**Exercise goal:**
Pictures aside, each record should be reproduced exactly.

**Collected data:**
● ● ●

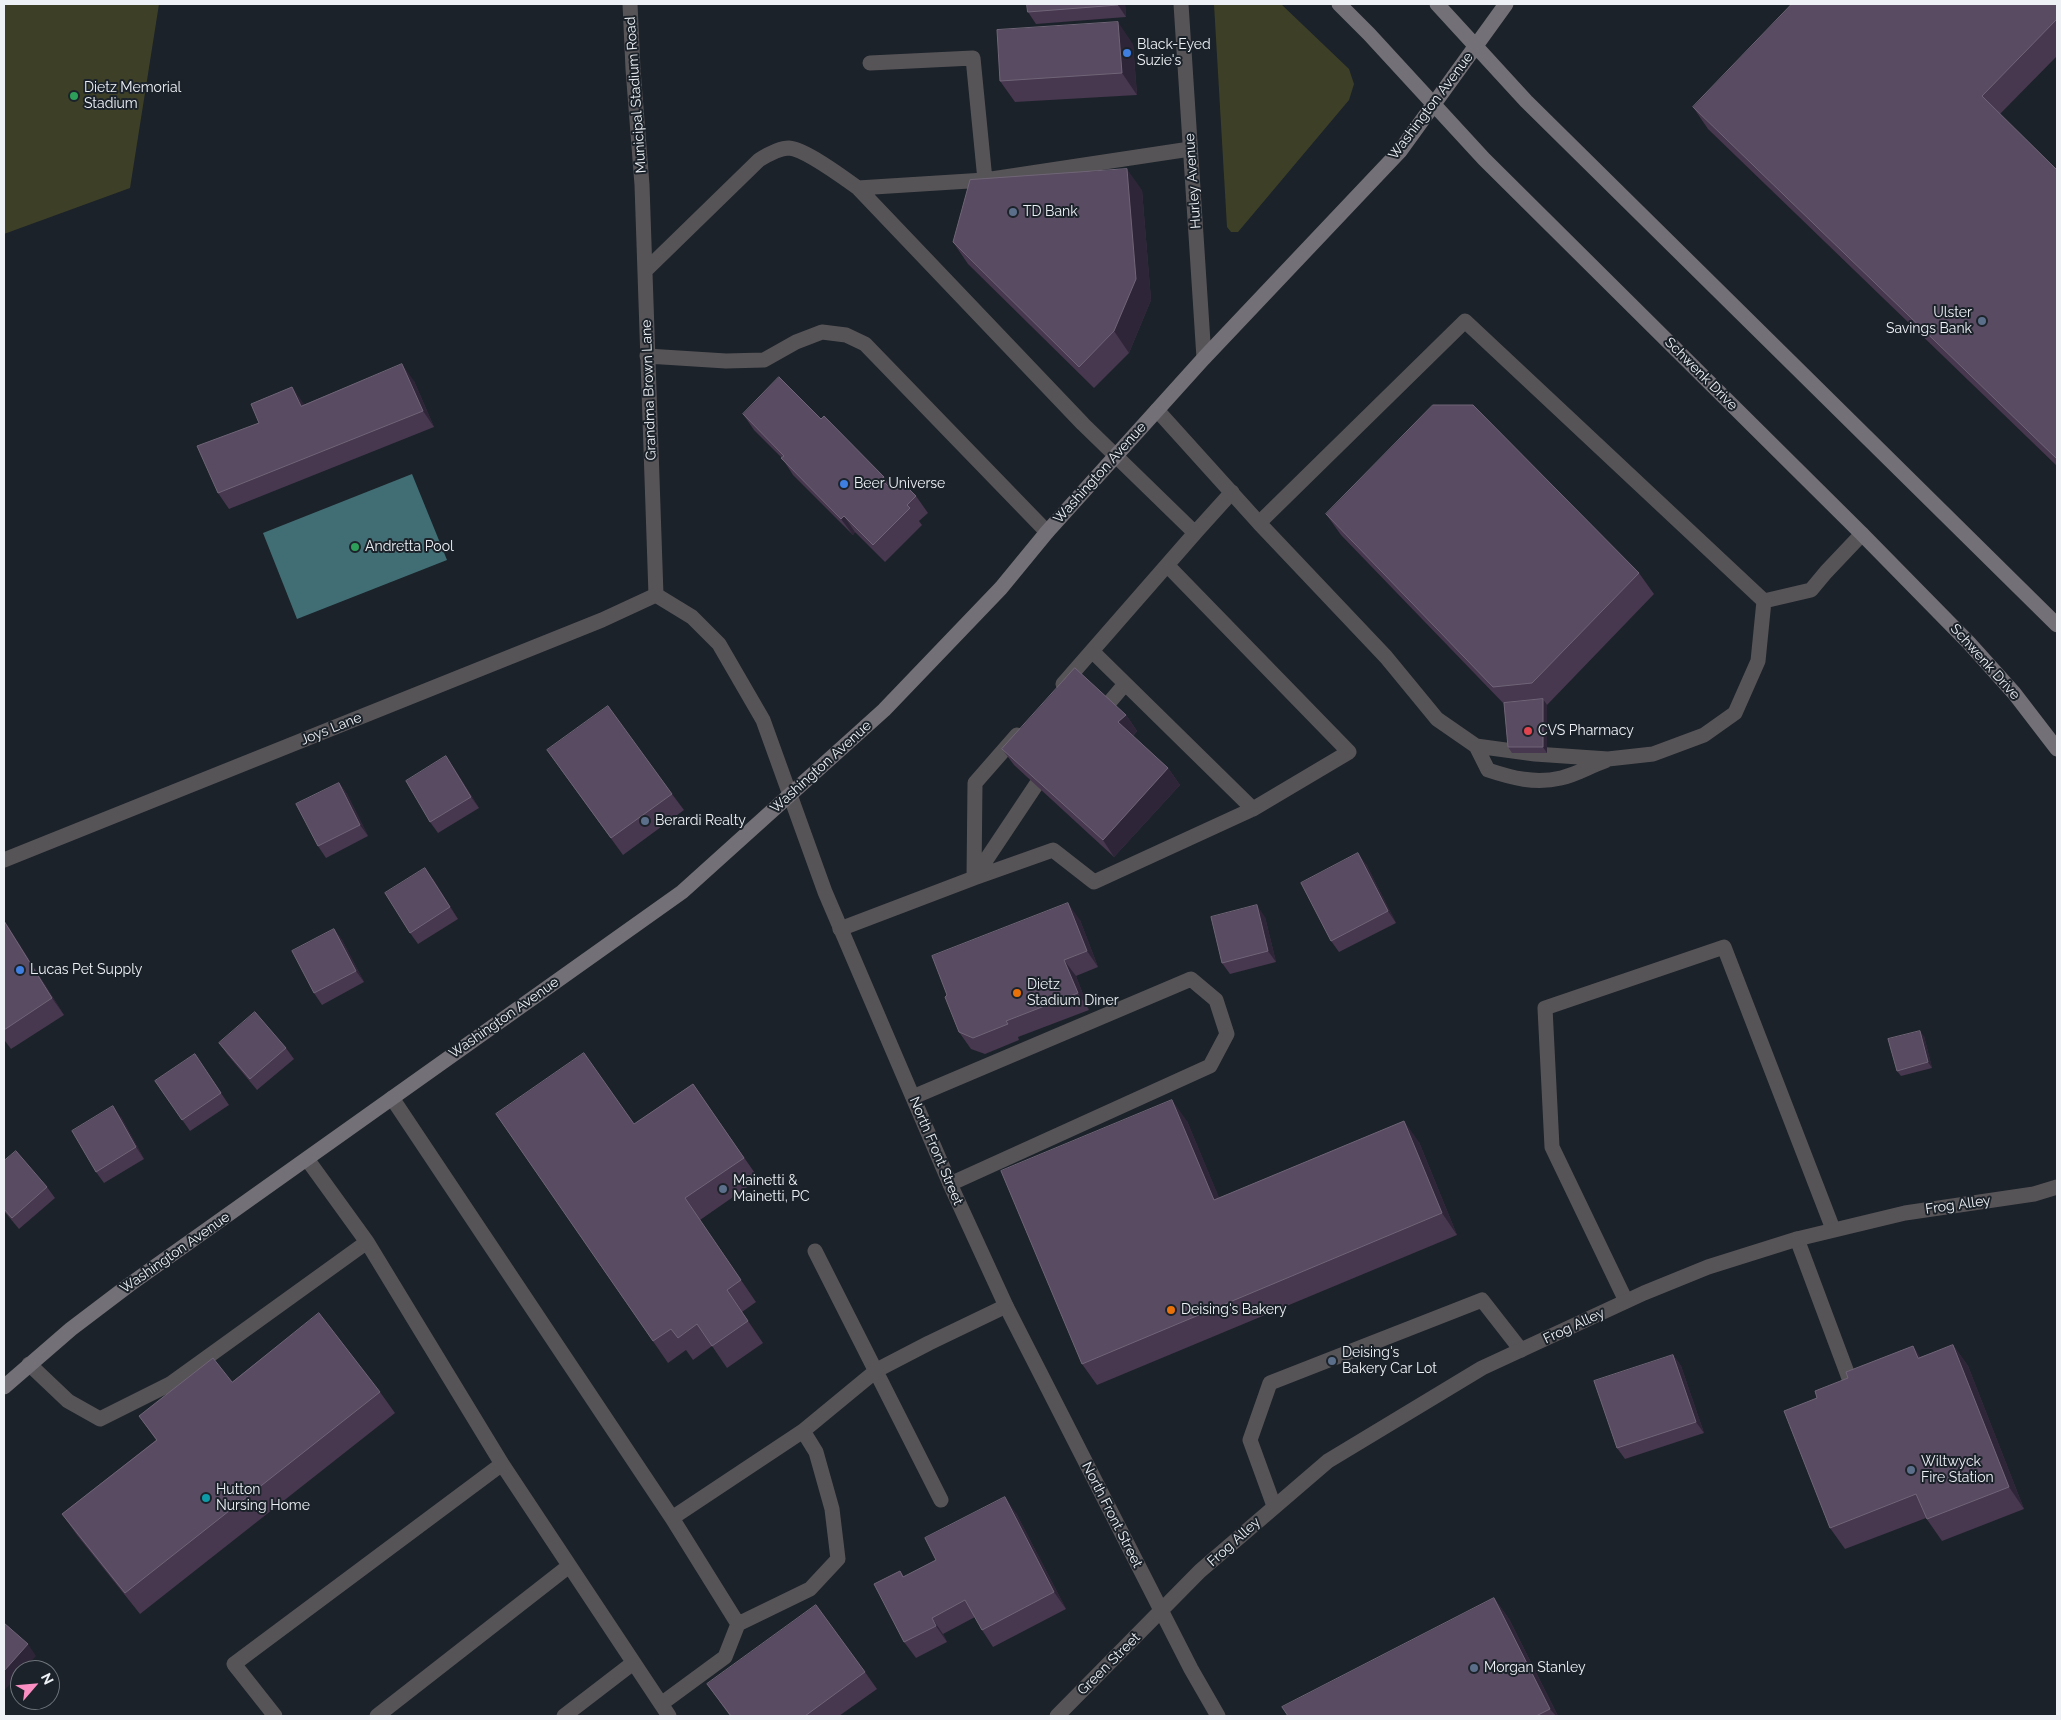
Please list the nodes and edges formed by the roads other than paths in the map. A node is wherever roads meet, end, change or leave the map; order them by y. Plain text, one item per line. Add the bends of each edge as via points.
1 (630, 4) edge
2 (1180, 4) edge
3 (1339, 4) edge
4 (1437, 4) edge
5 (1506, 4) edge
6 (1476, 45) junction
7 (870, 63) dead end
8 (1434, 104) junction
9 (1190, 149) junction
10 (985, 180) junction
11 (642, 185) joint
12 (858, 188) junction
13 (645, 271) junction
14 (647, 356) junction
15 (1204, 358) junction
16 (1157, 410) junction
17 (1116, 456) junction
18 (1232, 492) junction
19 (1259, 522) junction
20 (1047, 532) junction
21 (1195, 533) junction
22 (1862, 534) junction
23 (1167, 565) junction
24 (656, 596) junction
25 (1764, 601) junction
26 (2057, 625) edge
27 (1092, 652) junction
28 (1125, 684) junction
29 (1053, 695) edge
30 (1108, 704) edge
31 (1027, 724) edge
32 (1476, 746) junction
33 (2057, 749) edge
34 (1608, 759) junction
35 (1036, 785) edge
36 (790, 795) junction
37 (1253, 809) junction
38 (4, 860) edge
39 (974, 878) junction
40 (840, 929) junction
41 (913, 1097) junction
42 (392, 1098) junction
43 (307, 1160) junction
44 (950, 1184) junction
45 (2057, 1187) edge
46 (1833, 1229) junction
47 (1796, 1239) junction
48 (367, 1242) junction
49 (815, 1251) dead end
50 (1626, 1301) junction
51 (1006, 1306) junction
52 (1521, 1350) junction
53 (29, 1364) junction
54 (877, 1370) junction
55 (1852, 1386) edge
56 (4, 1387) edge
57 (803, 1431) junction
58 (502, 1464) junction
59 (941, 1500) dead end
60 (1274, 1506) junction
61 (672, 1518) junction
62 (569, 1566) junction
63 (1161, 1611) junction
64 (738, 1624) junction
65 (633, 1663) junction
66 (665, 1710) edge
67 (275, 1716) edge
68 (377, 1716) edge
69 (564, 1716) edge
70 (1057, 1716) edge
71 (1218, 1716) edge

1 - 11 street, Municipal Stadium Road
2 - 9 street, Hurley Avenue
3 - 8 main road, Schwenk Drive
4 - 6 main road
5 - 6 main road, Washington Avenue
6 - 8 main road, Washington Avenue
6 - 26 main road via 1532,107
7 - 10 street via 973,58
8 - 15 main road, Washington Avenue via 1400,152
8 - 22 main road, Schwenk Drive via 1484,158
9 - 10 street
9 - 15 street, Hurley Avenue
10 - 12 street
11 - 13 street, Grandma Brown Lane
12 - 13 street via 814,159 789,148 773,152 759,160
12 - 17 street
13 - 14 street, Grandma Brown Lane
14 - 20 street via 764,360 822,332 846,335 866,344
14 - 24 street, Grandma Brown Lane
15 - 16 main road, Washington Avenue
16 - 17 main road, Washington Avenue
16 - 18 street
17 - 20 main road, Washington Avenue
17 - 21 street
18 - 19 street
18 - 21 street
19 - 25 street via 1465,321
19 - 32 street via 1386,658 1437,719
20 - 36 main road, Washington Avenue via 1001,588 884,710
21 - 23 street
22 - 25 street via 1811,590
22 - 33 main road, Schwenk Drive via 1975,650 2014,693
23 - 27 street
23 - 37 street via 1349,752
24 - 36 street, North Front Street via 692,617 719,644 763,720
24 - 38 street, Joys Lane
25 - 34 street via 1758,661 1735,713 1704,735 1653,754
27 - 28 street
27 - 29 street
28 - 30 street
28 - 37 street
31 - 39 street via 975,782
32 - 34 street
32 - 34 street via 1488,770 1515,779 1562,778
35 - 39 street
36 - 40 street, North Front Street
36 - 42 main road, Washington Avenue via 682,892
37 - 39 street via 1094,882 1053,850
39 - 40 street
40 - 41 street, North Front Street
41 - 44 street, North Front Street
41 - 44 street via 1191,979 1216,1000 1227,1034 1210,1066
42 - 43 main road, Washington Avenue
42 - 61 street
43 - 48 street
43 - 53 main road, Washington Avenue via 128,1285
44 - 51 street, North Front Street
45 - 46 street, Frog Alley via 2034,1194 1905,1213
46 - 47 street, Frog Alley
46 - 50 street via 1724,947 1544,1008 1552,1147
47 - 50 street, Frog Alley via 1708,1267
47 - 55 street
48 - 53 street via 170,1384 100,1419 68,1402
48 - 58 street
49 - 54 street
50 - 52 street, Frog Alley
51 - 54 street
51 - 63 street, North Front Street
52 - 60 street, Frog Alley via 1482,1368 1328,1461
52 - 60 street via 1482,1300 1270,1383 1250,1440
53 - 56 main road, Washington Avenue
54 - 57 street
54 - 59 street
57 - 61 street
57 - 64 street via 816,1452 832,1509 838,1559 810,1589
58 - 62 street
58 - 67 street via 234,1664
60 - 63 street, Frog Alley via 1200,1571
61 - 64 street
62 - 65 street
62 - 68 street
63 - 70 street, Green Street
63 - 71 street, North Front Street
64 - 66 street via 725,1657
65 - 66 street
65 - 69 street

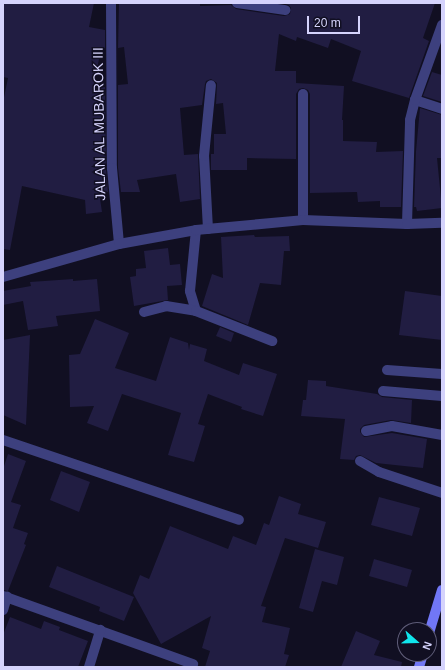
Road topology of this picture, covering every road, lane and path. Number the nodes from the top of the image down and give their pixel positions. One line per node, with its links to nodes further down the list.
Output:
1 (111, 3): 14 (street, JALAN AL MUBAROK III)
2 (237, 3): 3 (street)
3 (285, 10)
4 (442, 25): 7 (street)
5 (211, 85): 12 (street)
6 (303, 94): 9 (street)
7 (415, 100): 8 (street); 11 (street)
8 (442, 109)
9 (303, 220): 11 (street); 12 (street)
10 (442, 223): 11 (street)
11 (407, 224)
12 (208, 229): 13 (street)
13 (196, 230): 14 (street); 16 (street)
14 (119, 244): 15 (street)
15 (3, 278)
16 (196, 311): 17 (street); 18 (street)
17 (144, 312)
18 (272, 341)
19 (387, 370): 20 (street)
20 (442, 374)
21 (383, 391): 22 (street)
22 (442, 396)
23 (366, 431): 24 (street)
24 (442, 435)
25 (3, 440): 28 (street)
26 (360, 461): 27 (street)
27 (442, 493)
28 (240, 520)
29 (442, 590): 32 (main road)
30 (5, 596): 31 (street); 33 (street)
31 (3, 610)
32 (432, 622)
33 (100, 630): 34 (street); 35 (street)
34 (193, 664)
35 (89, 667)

● ● ●

**Your solution:**
Please list the nodes and edges formed by the roads other than paths in the map. A node is wherever roads meet, end, change or leave the map; order them by y. Plain text, one item per line. Add the bends of each edge as via points.
1 (630, 4) edge
2 (1180, 4) edge
3 (1339, 4) edge
4 (1437, 4) edge
5 (1506, 4) edge
6 (1476, 45) junction
7 (870, 63) dead end
8 (1434, 104) junction
9 (1190, 149) junction
10 (985, 180) junction
11 (642, 185) joint
12 (858, 188) junction
13 (645, 271) junction
14 (647, 356) junction
15 (1204, 358) junction
16 (1157, 410) junction
17 (1116, 456) junction
18 (1232, 492) junction
19 (1259, 522) junction
20 (1047, 532) junction
21 (1195, 533) junction
22 (1862, 534) junction
23 (1167, 565) junction
24 (656, 596) junction
25 (1764, 601) junction
26 (2057, 625) edge
27 (1092, 652) junction
28 (1125, 684) junction
29 (1053, 695) edge
30 (1108, 704) edge
31 (1027, 724) edge
32 (1476, 746) junction
33 (2057, 749) edge
34 (1608, 759) junction
35 (1036, 785) edge
36 (790, 795) junction
37 (1253, 809) junction
38 (4, 860) edge
39 (974, 878) junction
40 (840, 929) junction
41 (913, 1097) junction
42 (392, 1098) junction
43 (307, 1160) junction
44 (950, 1184) junction
45 (2057, 1187) edge
46 (1833, 1229) junction
47 (1796, 1239) junction
48 (367, 1242) junction
49 (815, 1251) dead end
50 (1626, 1301) junction
51 (1006, 1306) junction
52 (1521, 1350) junction
53 (29, 1364) junction
54 (877, 1370) junction
55 (1852, 1386) edge
56 (4, 1387) edge
57 (803, 1431) junction
58 (502, 1464) junction
59 (941, 1500) dead end
60 (1274, 1506) junction
61 (672, 1518) junction
62 (569, 1566) junction
63 (1161, 1611) junction
64 (738, 1624) junction
65 (633, 1663) junction
66 (665, 1710) edge
67 (275, 1716) edge
68 (377, 1716) edge
69 (564, 1716) edge
70 (1057, 1716) edge
71 (1218, 1716) edge

1 - 11 street, Municipal Stadium Road
2 - 9 street, Hurley Avenue
3 - 8 main road, Schwenk Drive
4 - 6 main road
5 - 6 main road, Washington Avenue
6 - 8 main road, Washington Avenue
6 - 26 main road via 1532,107
7 - 10 street via 973,58
8 - 15 main road, Washington Avenue via 1400,152
8 - 22 main road, Schwenk Drive via 1484,158
9 - 10 street
9 - 15 street, Hurley Avenue
10 - 12 street
11 - 13 street, Grandma Brown Lane
12 - 13 street via 814,159 789,148 773,152 759,160
12 - 17 street
13 - 14 street, Grandma Brown Lane
14 - 20 street via 764,360 822,332 846,335 866,344
14 - 24 street, Grandma Brown Lane
15 - 16 main road, Washington Avenue
16 - 17 main road, Washington Avenue
16 - 18 street
17 - 20 main road, Washington Avenue
17 - 21 street
18 - 19 street
18 - 21 street
19 - 25 street via 1465,321
19 - 32 street via 1386,658 1437,719
20 - 36 main road, Washington Avenue via 1001,588 884,710
21 - 23 street
22 - 25 street via 1811,590
22 - 33 main road, Schwenk Drive via 1975,650 2014,693
23 - 27 street
23 - 37 street via 1349,752
24 - 36 street, North Front Street via 692,617 719,644 763,720
24 - 38 street, Joys Lane
25 - 34 street via 1758,661 1735,713 1704,735 1653,754
27 - 28 street
27 - 29 street
28 - 30 street
28 - 37 street
31 - 39 street via 975,782
32 - 34 street
32 - 34 street via 1488,770 1515,779 1562,778
35 - 39 street
36 - 40 street, North Front Street
36 - 42 main road, Washington Avenue via 682,892
37 - 39 street via 1094,882 1053,850
39 - 40 street
40 - 41 street, North Front Street
41 - 44 street, North Front Street
41 - 44 street via 1191,979 1216,1000 1227,1034 1210,1066
42 - 43 main road, Washington Avenue
42 - 61 street
43 - 48 street
43 - 53 main road, Washington Avenue via 128,1285
44 - 51 street, North Front Street
45 - 46 street, Frog Alley via 2034,1194 1905,1213
46 - 47 street, Frog Alley
46 - 50 street via 1724,947 1544,1008 1552,1147
47 - 50 street, Frog Alley via 1708,1267
47 - 55 street
48 - 53 street via 170,1384 100,1419 68,1402
48 - 58 street
49 - 54 street
50 - 52 street, Frog Alley
51 - 54 street
51 - 63 street, North Front Street
52 - 60 street, Frog Alley via 1482,1368 1328,1461
52 - 60 street via 1482,1300 1270,1383 1250,1440
53 - 56 main road, Washington Avenue
54 - 57 street
54 - 59 street
57 - 61 street
57 - 64 street via 816,1452 832,1509 838,1559 810,1589
58 - 62 street
58 - 67 street via 234,1664
60 - 63 street, Frog Alley via 1200,1571
61 - 64 street
62 - 65 street
62 - 68 street
63 - 70 street, Green Street
63 - 71 street, North Front Street
64 - 66 street via 725,1657
65 - 66 street
65 - 69 street

Road topology of this picture, covering every road, lane and path. Number the nodes from the top of the image down and give their pixel positions. One line per node, with its links to nodes further down the list.
Output:
1 (111, 3): 14 (street, JALAN AL MUBAROK III)
2 (237, 3): 3 (street)
3 (285, 10)
4 (442, 25): 7 (street)
5 (211, 85): 12 (street)
6 (303, 94): 9 (street)
7 (415, 100): 8 (street); 11 (street)
8 (442, 109)
9 (303, 220): 11 (street); 12 (street)
10 (442, 223): 11 (street)
11 (407, 224)
12 (208, 229): 13 (street)
13 (196, 230): 14 (street); 16 (street)
14 (119, 244): 15 (street)
15 (3, 278)
16 (196, 311): 17 (street); 18 (street)
17 (144, 312)
18 (272, 341)
19 (387, 370): 20 (street)
20 (442, 374)
21 (383, 391): 22 (street)
22 (442, 396)
23 (366, 431): 24 (street)
24 (442, 435)
25 (3, 440): 28 (street)
26 (360, 461): 27 (street)
27 (442, 493)
28 (240, 520)
29 (442, 590): 32 (main road)
30 (5, 596): 31 (street); 33 (street)
31 (3, 610)
32 (432, 622)
33 (100, 630): 34 (street); 35 (street)
34 (193, 664)
35 (89, 667)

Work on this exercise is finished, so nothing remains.